Se invece ci si rivolge direttamente a un ufficio della Motorizzazione Civile, il costo della revisione è inferiore: si spendono 45,00 euro. Per prenotare è necessario compilare il modello MC 2100 e allegare l’attestazione di versamento del costo della revisione. Il bollettino si può trovare negli uffici della Motorizzazione Civile e negli uffici postali.


LA SCADENZA DELLA REVISIONE: OGNI QUANTO VA FATTA

La scadenza della revisione dipende dall’età dell’auto. Nel caso di auto nuova, la prima revisione va fatta dopo quattro anni dall’immatricolazione. Dopo i quattro anni di vita dell’auto, invece, la revisione va fatta ogni due anni.

Ci sono però dei casi straordinari in cui, su segnalazione delle forze dell’ordine, la revisione deve essere fatta prima della sua naturale scadenza. Ad esempio nel caso in cui il veicolo sia stato coinvolto in un incidente stradale.

Sono previste delle scadenze diverse per chi svolge l’attività di taxi, noleggio a lungo termine e trasporto di cose: in questi casi la revisione auto va fatta ogni anno. La scadenza è annuale anche per le auto storiche.


E SE LA REVISIONE È SCADUTA?

Dobbiamo precisare che la revisione è obbligatoria per circolare su strada. Quindi, se si tiene un’auto ferma in un luogo privato (garage, cortile) anche per alcuni anni con revisione scaduta, non sono previste sanzioni. 

Dal momento in cui si decide di riutilizzare l’auto, la revisione va fatta prima di circolare. Successivamente andrà fatta ogni due anni dalla data in cui l’ultima revisione dell’auto ha dato esito regolare. Per fare un esempio, se la revisione è stata fatta a gennaio 2017, la scadenza cadrà a gennaio 2019.


REVISIONE SCADUTA, LE SANZIONI

Circolare con un’auto non revisionata o con revisione scaduta comporta delle sanzioni: una multa da 168 a 674 euro e la sospensione del veicolo dalla circolazione fino a quando lo stesso non sarà sottoposto a revisione e avrà esito regolare. Ovvero, è possibile tornare a casa con il proprio veicolo per la via più breve.

La sanzione è più pesante se la contestazione avviene in autostrada. La multa è sempre da 168 a 674 euro, ma è prevista la sanzione accessoria del ritiro del libretto di circolazione. In questo caso non è più possibile procedere con la vettura, a mano che non si venga scortati dalla pattuglia stessa fino alla prima uscita dell’autostrada.
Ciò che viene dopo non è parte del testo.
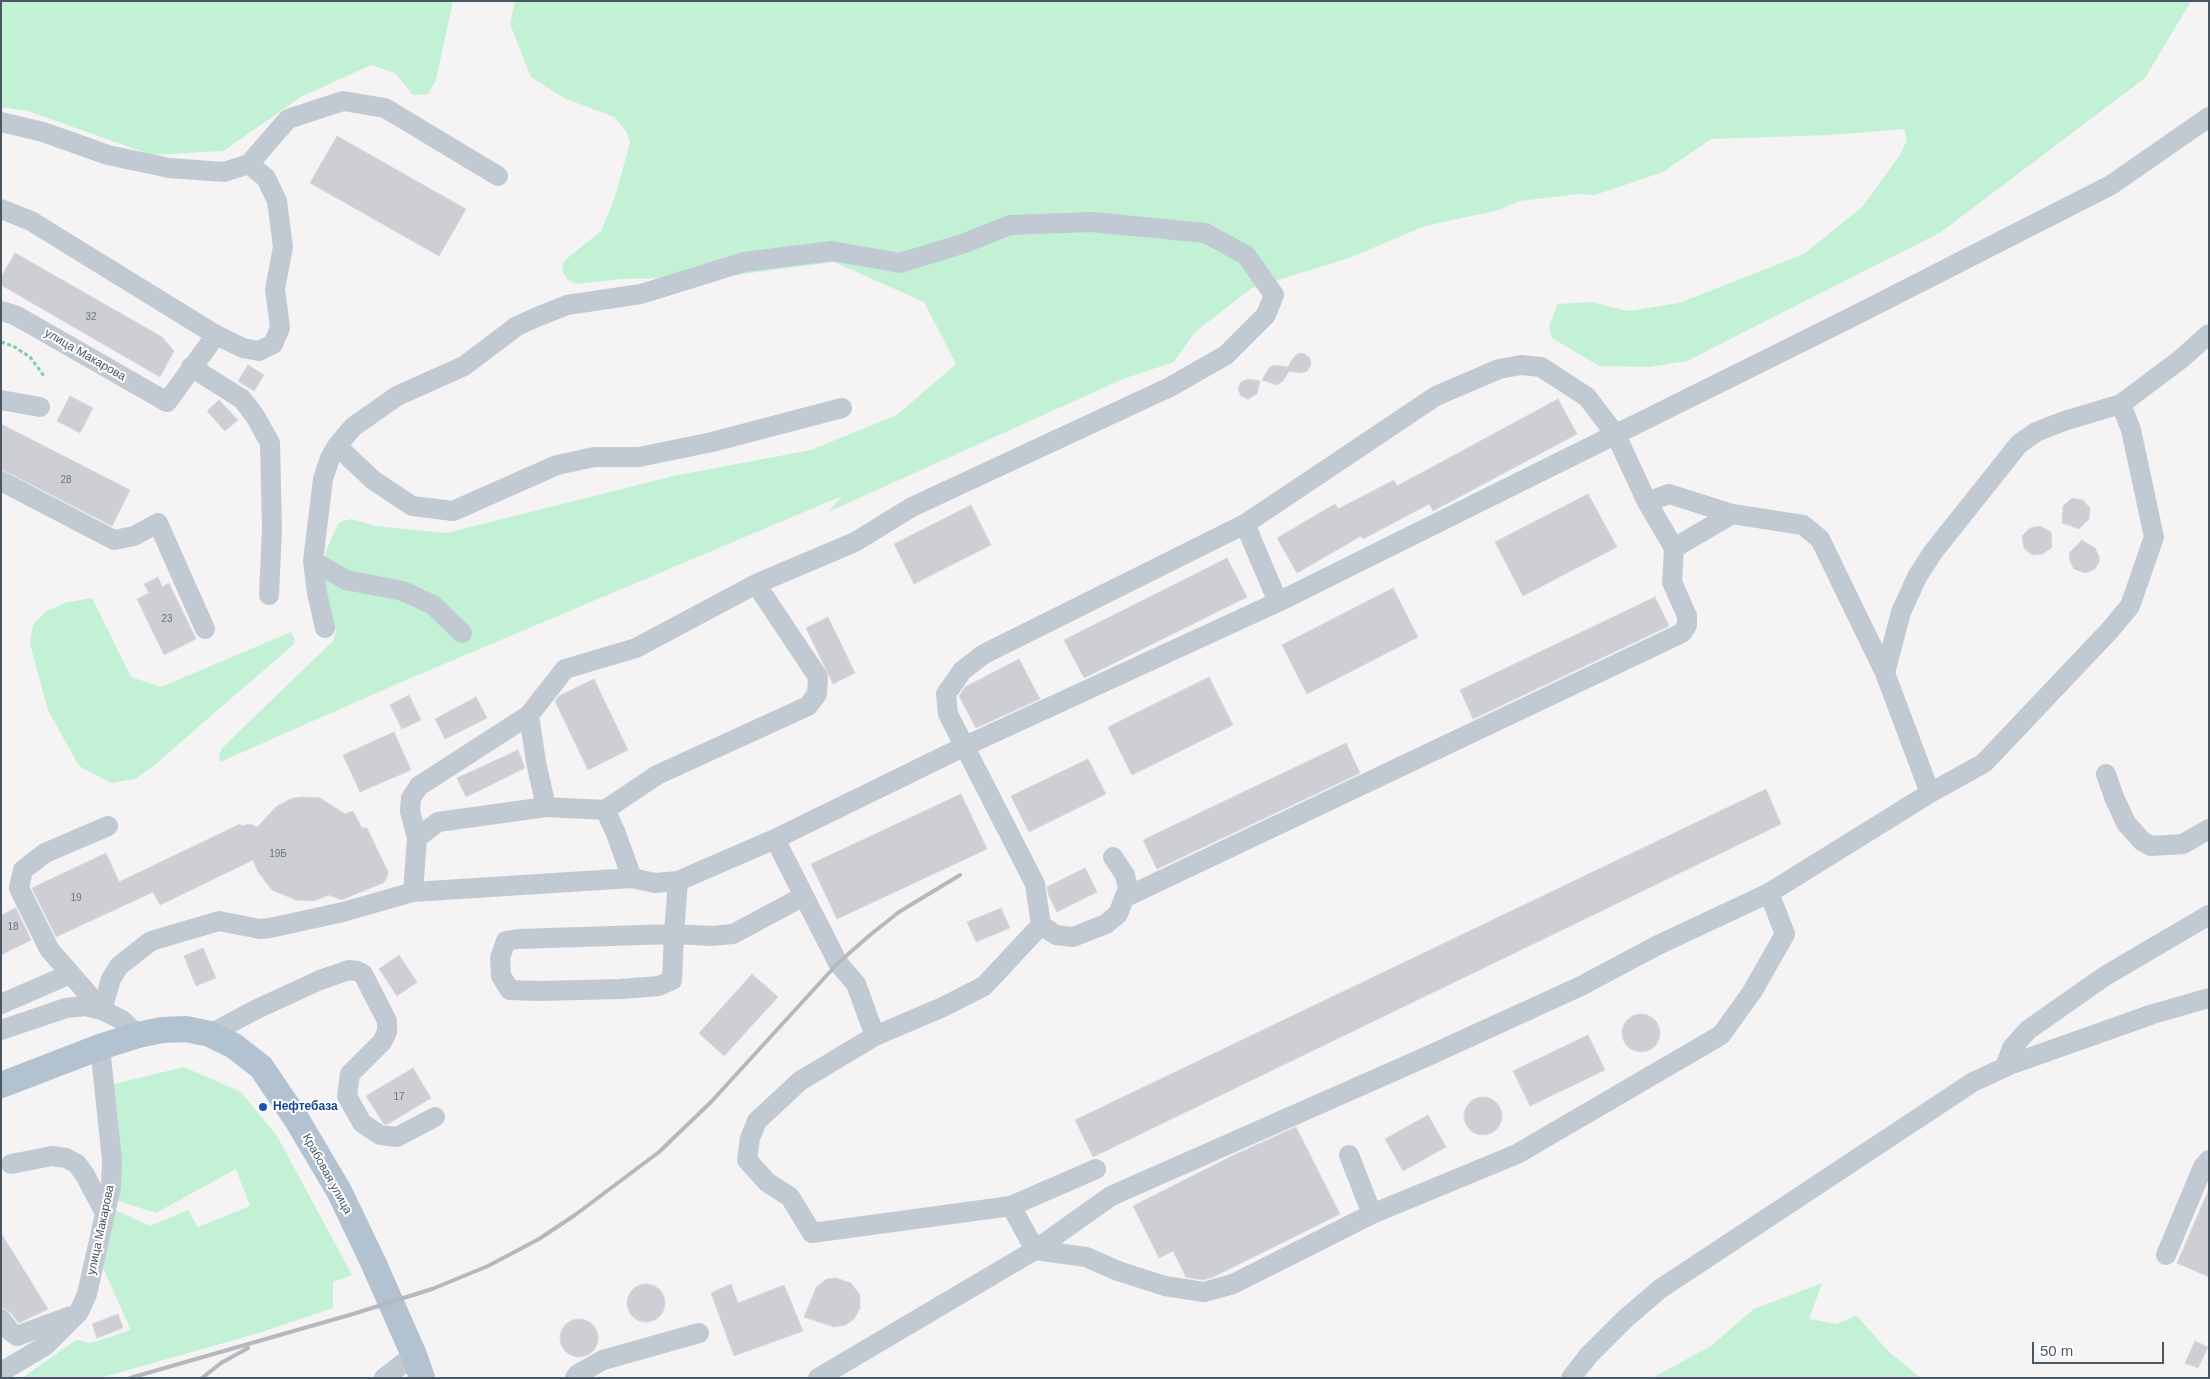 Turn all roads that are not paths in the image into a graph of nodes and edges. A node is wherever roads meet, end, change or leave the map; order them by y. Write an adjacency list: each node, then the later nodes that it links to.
1 (2209, 117): 14 (street)
2 (1, 122): 3 (street)
3 (249, 164): 4 (street); 8 (street)
4 (498, 176)
5 (1, 209): 8 (street)
6 (1, 311): 9 (street, улица Макарова)
7 (2209, 334): 11 (street)
8 (216, 335): 9 (street)
9 (191, 367): 23 (street)
10 (1, 400): 12 (street)
11 (2121, 404): 28 (street); 32 (street)
12 (40, 406)
13 (842, 408): 15 (street)
14 (1616, 435): 17 (street); 19 (street); 24 (street)
15 (337, 446): 21 (street); 22 (street)
16 (1, 481): 26 (street)
17 (1647, 502): 18 (street); 20 (street)
18 (1732, 514): 20 (street); 28 (street)
19 (1245, 524): 24 (street); 30 (street)
20 (1674, 548): 45 (street)
21 (313, 561): 25 (street); 27 (street)
22 (756, 584): 29 (street); 34 (street)
23 (269, 595)
24 (1278, 602): 30 (street)
25 (325, 628)
26 (205, 629)
27 (462, 633)
28 (1885, 673): 32 (street)
29 (529, 715): 33 (street); 37 (street)
30 (963, 748): 38 (street); 47 (street)
31 (2106, 774): 36 (street)
32 (1930, 793): 43 (street)
33 (546, 808): 34 (street); 37 (street)
34 (605, 810): 40 (street)
35 (108, 826): 49 (street)
36 (2209, 829)
37 (417, 838): 42 (street)
38 (775, 839): 41 (street); 44 (street)
39 (1113, 857): 45 (street)
40 (632, 878): 41 (street); 42 (street)
41 (678, 881): 48 (street)
42 (413, 892): 52 (street)
43 (1769, 893): 67 (street); 68 (street)
44 (804, 896): 48 (street); 56 (street)
45 (1126, 897): 47 (street)
46 (2209, 915): 58 (street)
47 (1041, 925): 56 (street)
48 (674, 934): 48 (street)
49 (70, 974): 51 (street); 52 (street)
50 (2209, 998): 58 (street)
51 (1, 1004)
52 (102, 1010): 53 (street); 55 (street)
53 (1, 1030)
54 (210, 1034): 55 (main road, Крабовая улица); 60 (street); 73 (main road, Крабовая улица)
55 (138, 1035): 57 (main road, Крабовая улица)
56 (876, 1036): 65 (street)
57 (100, 1047): 59 (main road, Крабовая улица); 66 (street, улица Макарова)
58 (2005, 1067): 78 (street)
59 (1, 1085)
60 (435, 1117)
61 (1349, 1155): 67 (street)
62 (2209, 1160): 69 (street)
63 (11, 1164): 66 (street)
64 (1096, 1169): 65 (street)
65 (1011, 1206): 68 (street)
66 (105, 1213): 70 (street, улица Макарова)
67 (1372, 1214): 68 (street)
68 (1035, 1250): 77 (street)
69 (2166, 1255)
70 (79, 1312): 71 (street); 74 (street, улица Макарова)
71 (1, 1319)
72 (699, 1333): 76 (street)
73 (418, 1366): 75 (street)
74 (1, 1372)
75 (384, 1378)
76 (576, 1378)
77 (818, 1378)
78 (1571, 1378) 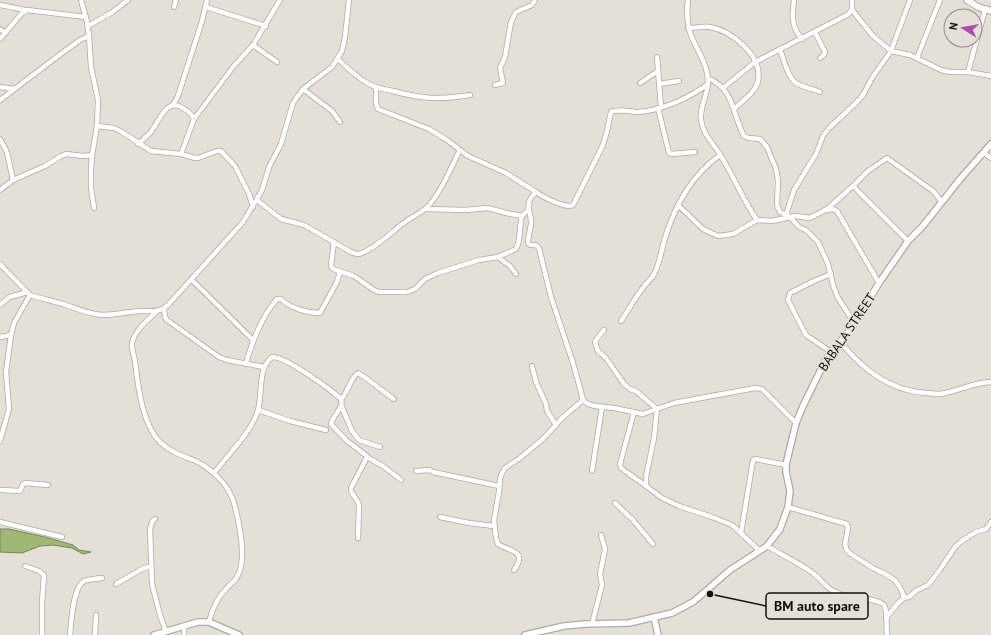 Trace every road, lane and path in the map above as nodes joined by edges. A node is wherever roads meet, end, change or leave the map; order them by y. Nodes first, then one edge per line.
1 (81, 0) edge
2 (128, 0) edge
3 (176, 0) edge
4 (207, 0) edge
5 (280, 0) edge
6 (349, 0) edge
7 (535, 0) edge
8 (688, 0) edge
9 (794, 0) edge
10 (852, 0) edge
11 (910, 0) edge
12 (940, 0) edge
13 (967, 0) edge
14 (0, 5) edge
15 (174, 7) dead end
16 (206, 7) junction
17 (25, 10) junction
18 (852, 10) junction
19 (988, 10) edge
20 (86, 17) junction
21 (88, 26) junction
22 (266, 26) junction
23 (688, 28) junction
24 (0, 29) edge
25 (815, 32) junction
26 (6, 33) junction
27 (89, 36) junction
28 (802, 38) junction
29 (0, 40) edge
30 (253, 45) junction
31 (780, 49) junction
32 (891, 51) junction
33 (657, 57) dead end
34 (820, 58) dead end
35 (917, 58) junction
36 (338, 59) junction
37 (277, 62) dead end
38 (755, 62) junction
39 (658, 71) junction
40 (968, 72) junction
41 (991, 76) edge
42 (680, 81) dead end
43 (708, 81) junction
44 (640, 83) dead end
45 (660, 84) junction
46 (495, 86) dead end
47 (0, 87) edge
48 (376, 87) junction
49 (723, 88) junction
50 (14, 89) junction
51 (303, 89) junction
52 (820, 92) dead end
53 (470, 95) dead end
54 (0, 100) edge
55 (173, 105) junction
56 (660, 107) junction
57 (734, 109) junction
58 (194, 119) junction
59 (340, 122) dead end
60 (97, 126) junction
61 (0, 139) edge
62 (138, 144) junction
63 (991, 144) edge
64 (460, 150) junction
65 (695, 152) dead end
66 (984, 153) junction
67 (181, 154) junction
68 (92, 155) junction
69 (720, 155) junction
70 (991, 158) edge
71 (13, 180) junction
72 (852, 186) junction
73 (0, 190) edge
74 (536, 192) junction
75 (257, 200) junction
76 (942, 202) junction
77 (678, 205) junction
78 (253, 207) junction
79 (94, 208) dead end
80 (425, 209) junction
81 (528, 210) junction
82 (825, 210) junction
83 (786, 215) junction
84 (522, 216) junction
85 (780, 219) junction
86 (757, 220) junction
87 (908, 241) junction
88 (334, 242) junction
89 (498, 257) junction
90 (0, 264) edge
91 (340, 272) junction
92 (516, 274) dead end
93 (831, 274) junction
94 (192, 280) junction
95 (879, 283) junction
96 (28, 294) junction
97 (0, 305) edge
98 (164, 309) junction
99 (156, 312) junction
100 (621, 320) dead end
101 (855, 324) junction
102 (604, 330) dead end
103 (11, 335) junction
104 (0, 337) edge
105 (253, 340) junction
106 (840, 342) junction
107 (830, 352) junction
108 (246, 363) junction
109 (532, 366) dead end
110 (264, 367) junction
111 (991, 382) edge
112 (341, 399) junction
113 (394, 399) dead end
114 (583, 400) junction
115 (341, 405) junction
116 (602, 407) junction
117 (657, 409) junction
118 (258, 410) junction
119 (634, 412) junction
120 (796, 423) junction
121 (556, 425) junction
122 (326, 430) dead end
123 (0, 441) edge
124 (380, 447) dead end
125 (367, 457) junction
126 (786, 465) junction
127 (416, 471) dead end
128 (592, 471) dead end
129 (214, 473) junction
130 (401, 480) dead end
131 (48, 485) dead end
132 (499, 486) junction
133 (646, 486) junction
134 (0, 490) edge
135 (614, 504) dead end
136 (788, 507) junction
137 (440, 517) dead end
138 (154, 519) dead end
139 (0, 522) edge
140 (991, 523) edge
141 (494, 526) junction
142 (741, 533) junction
143 (601, 535) dead end
144 (62, 537) dead end
145 (358, 538) dead end
146 (652, 544) dead end
147 (767, 546) junction
148 (760, 551) junction
149 (25, 566) dead end
150 (151, 566) junction
151 (514, 570) dead end
152 (102, 578) dead end
153 (116, 584) dead end
154 (904, 598) junction
155 (96, 615) dead end
156 (654, 617) junction
157 (886, 618) junction
158 (209, 622) junction
159 (592, 624) junction
160 (184, 626) junction
161 (550, 628) junction
162 (166, 632) junction
163 (42, 635) edge
164 (70, 635) edge
165 (95, 635) edge
166 (154, 635) edge
167 (184, 635) edge
168 (239, 635) edge
169 (525, 635) edge
170 (547, 635) edge
171 (658, 635) edge
172 (888, 635) edge

1 - 20 street
2 - 21 street
3 - 15 street
4 - 16 street
5 - 22 street
6 - 36 street
7 - 46 street
8 - 23 street
9 - 28 street
10 - 18 street
11 - 32 street
12 - 35 street
13 - 19 main road
14 - 17 street
16 - 22 street
16 - 55 street
17 - 20 street
17 - 26 street
18 - 25 street
18 - 32 street
19 - 40 street
20 - 21 street
21 - 27 street
22 - 30 street
23 - 38 street
23 - 43 street
24 - 26 street
25 - 28 street
25 - 34 street
26 - 29 street
27 - 50 street
27 - 60 street
28 - 31 street
30 - 37 street
30 - 58 street
31 - 38 street
31 - 52 street
32 - 35 street
32 - 83 street
33 - 39 street
35 - 40 street
36 - 48 street
36 - 51 street
38 - 49 street
38 - 57 street
39 - 44 street
39 - 45 street
40 - 41 street
42 - 45 street
43 - 49 street
43 - 56 street
43 - 69 street
45 - 56 street
47 - 50 street
48 - 53 street
48 - 64 street
49 - 57 street
50 - 54 street
51 - 59 street
51 - 75 street
55 - 58 street
55 - 62 street
56 - 65 street
56 - 74 street
57 - 83 street
58 - 67 street
60 - 62 street
60 - 68 street
61 - 71 street
62 - 67 street
63 - 66 street, BABALA STREET
64 - 74 street
64 - 80 street
66 - 70 street
66 - 76 street, BABALA STREET
67 - 78 street
68 - 71 street
68 - 79 street
69 - 77 street
69 - 86 street
71 - 73 street
72 - 76 street
72 - 82 street
72 - 87 street
74 - 81 street
75 - 78 street
75 - 88 street
76 - 87 street, BABALA STREET
77 - 86 street
77 - 100 street
78 - 94 street
80 - 84 street
80 - 88 street
81 - 84 street
81 - 114 street
82 - 83 street
82 - 95 street
83 - 85 street
83 - 85 street
83 - 93 street
84 - 89 street
85 - 86 street
87 - 95 street, BABALA STREET
88 - 91 street
89 - 91 street
89 - 92 street
90 - 96 street
91 - 105 street
93 - 101 street
93 - 107 street
94 - 98 street
94 - 105 street
95 - 101 street, BABALA STREET
96 - 97 street
96 - 99 street
96 - 103 street
98 - 99 street
98 - 108 street
99 - 129 street
101 - 106 street, BABALA STREET
102 - 117 street
103 - 104 street
103 - 123 street
105 - 108 street
106 - 107 street, BABALA STREET
106 - 111 street
107 - 120 street, BABALA STREET
108 - 110 street
109 - 121 street
110 - 112 street
110 - 118 street
112 - 113 street
112 - 115 street
114 - 116 street
114 - 121 street
115 - 124 street
115 - 125 street
116 - 119 street
116 - 128 street
117 - 119 street
117 - 120 street
117 - 133 street
118 - 122 street
118 - 129 street
119 - 133 street
120 - 126 street, BABALA STREET
121 - 132 street
125 - 130 street
125 - 145 street
126 - 136 street, BABALA STREET
126 - 142 street
127 - 132 street
129 - 158 street
131 - 134 street
132 - 141 street
133 - 142 street
135 - 146 street
136 - 147 street, BABALA STREET
136 - 154 street
137 - 141 street
138 - 150 street
139 - 144 street
140 - 154 street
141 - 151 street
142 - 148 street
143 - 159 street
147 - 148 street, BABALA STREET
147 - 157 street
148 - 156 street, BABALA STREET
149 - 163 street
150 - 153 street
150 - 162 street
152 - 164 street
154 - 157 street
155 - 165 street
156 - 159 street, BABALA STREET
156 - 171 street
157 - 172 street
158 - 160 street
158 - 168 street
159 - 161 street, BABALA STREET
160 - 162 street
160 - 167 street
161 - 169 street, BABALA STREET
161 - 170 street
162 - 166 street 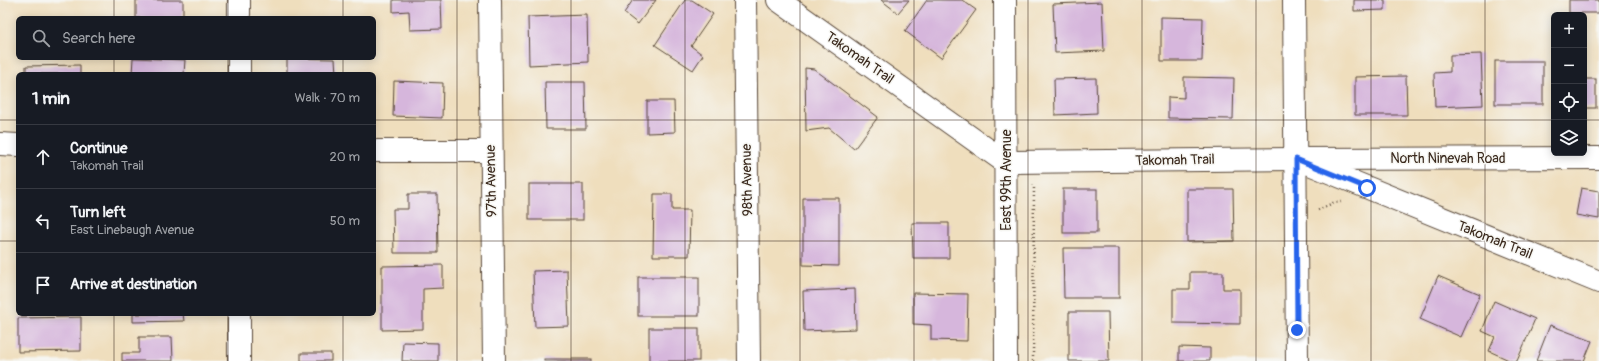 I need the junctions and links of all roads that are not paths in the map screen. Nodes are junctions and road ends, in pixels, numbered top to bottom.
1 (239, 0) edge
2 (490, 0) edge
3 (745, 0) edge
4 (778, 0) edge
5 (1005, 0) edge
6 (1294, 0) edge
7 (239, 16) edge
8 (239, 60) edge
9 (239, 72) edge
10 (0, 144) edge
11 (16, 144) edge
12 (376, 151) edge
13 (491, 151) junction
14 (1599, 158) edge
15 (1296, 159) junction
16 (1005, 162) junction
17 (1599, 282) edge
18 (239, 316) edge
19 (239, 361) edge
20 (494, 361) edge
21 (749, 361) edge
22 (1006, 361) edge
23 (1297, 361) edge

1 - 7 street
2 - 13 street, 97th Avenue
3 - 21 street, 98th Avenue
4 - 16 street, Takomah Trail
5 - 16 street, East 99th Avenue
6 - 15 street
8 - 9 street
10 - 11 street
12 - 13 street
13 - 20 street, 97th Avenue
14 - 15 street, North Ninevah Road
15 - 16 street, Takomah Trail
15 - 17 street, Takomah Trail
15 - 23 street
16 - 22 street, East 99th Avenue
18 - 19 street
In seguito è possibile raggiungere la propria abitazione per la via più breve.

Per chi circola con un’auto che non è stata presentata alla revisione per più volte consecutive, la multa va da 336 a 1.348 euro. Ma il caso più grave è quello in cui si circola con un veicolo sospeso dalla circolazione finché non viene sottoposto a revisione. In questo caso, oltre a una multa che va da 1.941 a 7.767 euro è prevista la sanzione accessoria del fermo del veicolo per 90 giorni.

Oltre alle sanzioni, c’è un altro pericolo (più grande) a circolare con auto non revisionata. In caso di incidente provocato alla guida di un veicolo con revisione scaduta, infatti, c’è il rischio che la compagnia assicurativa si rivalga sul contraente.